Dove passa il potere economico non passa quello politico
Laddove passa il potere economico, nei fatti difficilmente passa il potere politico. La “fiamma” di Giorgia Meloni, alla prova delle casse e della Cassa, lo sta capendo. Il Tesoro ratificherà e selezionerà una rosa ristretta di candidati al ruolo di amministratore delegato e presidente di Cdp. Ma i veri censori saranno i vertici di fondazioni come Cariplo, e in ultima istanza, lo stesso Guzzetti. Le fondazioni interpretano, da loro azionisti chiave, il valore di quella finanza privata con cui Cdp deve giocoforza interfacciarsi. Guzzetti, alla guida dell’Acri dal 2000 al 2019, rappresenta, tramite Cariplo, gli obiettivi di Intesa San Paolo; ha stoppato gli obiettivi di Fabrizio Palenzona, che con Fondazione Crt dal Piemonte guida un importante azionista di Unicredit, di scalare l’Acri. Ma lo ha accontentato interdicendo l’uscente, Francesco Profumo, dal salto in Via Goito.

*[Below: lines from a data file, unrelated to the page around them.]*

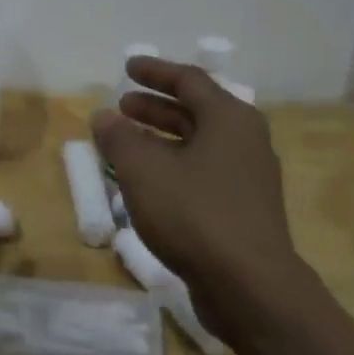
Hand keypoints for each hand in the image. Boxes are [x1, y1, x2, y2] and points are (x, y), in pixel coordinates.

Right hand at [93, 56, 314, 336]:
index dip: (155, 72)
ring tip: (127, 143)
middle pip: (196, 111)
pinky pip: (204, 172)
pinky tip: (150, 183)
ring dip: (162, 138)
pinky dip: (175, 166)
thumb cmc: (194, 214)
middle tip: (123, 106)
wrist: (250, 286)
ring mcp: (249, 177)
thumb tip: (103, 116)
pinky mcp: (245, 209)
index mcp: (229, 118)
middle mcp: (245, 140)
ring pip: (200, 144)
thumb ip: (119, 137)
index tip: (127, 68)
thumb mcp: (143, 170)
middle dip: (156, 107)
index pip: (189, 80)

Guzzetti dà le carte in Acri e Cdp
All’Acri è destinato Giuseppe Azzone, già rettore del Politecnico di Milano imposto da Guzzetti, nei mesi scorsi, alla guida di Cariplo battendo in volata il suo successore Ferruccio Resta. C’è intesa, però, sul candidato alla presidenza di Cdp: Gaetano Micciché, già presidente della Lega Calcio Serie A e attualmente presidente della divisione Imi del gruppo Intesa Sanpaolo, presidente di Engineering Ingegneria Informatica S.p.A.. e vicepresidente di Prelios, la società di sviluppo immobiliare di cui presidente è lo stesso Palenzona. E che di recente, en passant, è stata rilevata dall’uomo nuovo della finanza italiana, Andrea Pignataro.

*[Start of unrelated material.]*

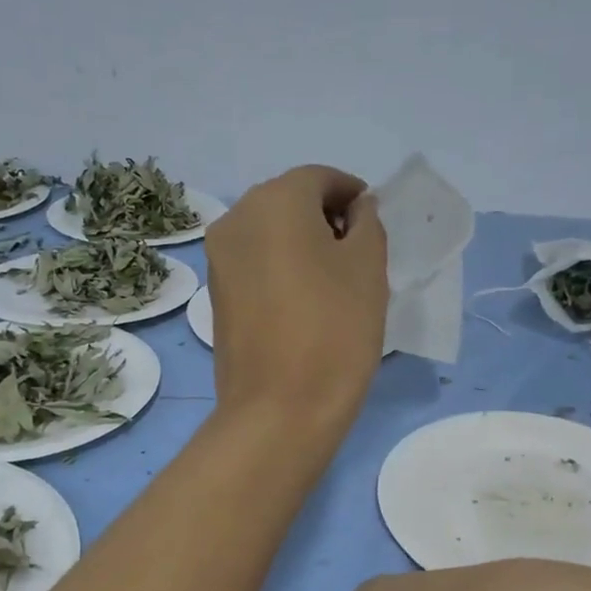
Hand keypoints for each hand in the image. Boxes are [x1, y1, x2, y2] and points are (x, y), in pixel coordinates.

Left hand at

Queste logiche di “grandi intese” fanno capire che la politica interviene con un ruolo di vidimazione più che di scelta operativa diretta per la “cassaforte” dello Stato, custode del risparmio postale e delle partecipazioni di gruppi come Eni, Snam, Terna e Fincantieri. E la stessa logica si può applicare alla scelta dell’amministratore delegato. In cui il vero headhunter sono, nei fatti, le fondazioni e i loro leader, da Guzzetti in giù. Al potere politico che passa il compito di scegliere una rosa ristretta o di andare nella direzione della ricerca di figure che possano essere gradite e approvate dal top management delle banche private.

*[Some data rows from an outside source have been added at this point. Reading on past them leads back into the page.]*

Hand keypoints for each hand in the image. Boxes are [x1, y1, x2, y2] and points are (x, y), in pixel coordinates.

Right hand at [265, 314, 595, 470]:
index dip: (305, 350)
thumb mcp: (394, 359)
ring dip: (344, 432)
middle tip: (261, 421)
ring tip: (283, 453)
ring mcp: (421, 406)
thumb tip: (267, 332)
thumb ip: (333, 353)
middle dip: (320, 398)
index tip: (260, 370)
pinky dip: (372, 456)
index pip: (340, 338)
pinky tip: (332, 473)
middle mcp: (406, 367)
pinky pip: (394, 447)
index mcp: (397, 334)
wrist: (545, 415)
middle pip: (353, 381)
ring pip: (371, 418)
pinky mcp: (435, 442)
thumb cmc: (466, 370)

Il futuro ad di Cdp? Deve avere la benedizione di Guzzetti
In quest’ottica, Guzzetti ha già dato il suo assenso alla possibilità che, oltre alla sostituzione di Giovanni Gorno Tempini con Micciché, l’ad di Cdp Dario Scannapieco possa passare la mano a un’altra figura. Il presidente di Ita Antonino Turicchi e il direttore generale delle partecipazioni del Tesoro, Marcello Sala. Il primo ha una storia consolidata nella finanza, da Mps a Fintecna, il secondo è stato chiamato a essere “Mister Privatizzazioni” e conosce con attenzione la galassia Cdp e il rapporto con la finanza privata. La quale, in fin dei conti, tramite le Fondazioni sa dare le carte. Nulla di nuovo nell’era Meloni rispetto al passato. “Ci sono dei luoghi del potere economico-finanziario nei quali la destra non riesce a entrare”, ha detto a Mow il direttore di Lettera43, Paolo Madron. “Nemmeno il milanese Berlusconi riuscì a far sua Banca Intesa, o la Fondazione Cariplo, dove passa il potere economico/culturale italiano. Figuriamoci se ci riesce la Meloni”. Passano i tempi, ma Guzzetti e le Fondazioni restano. E dureranno, in Cdp e non solo.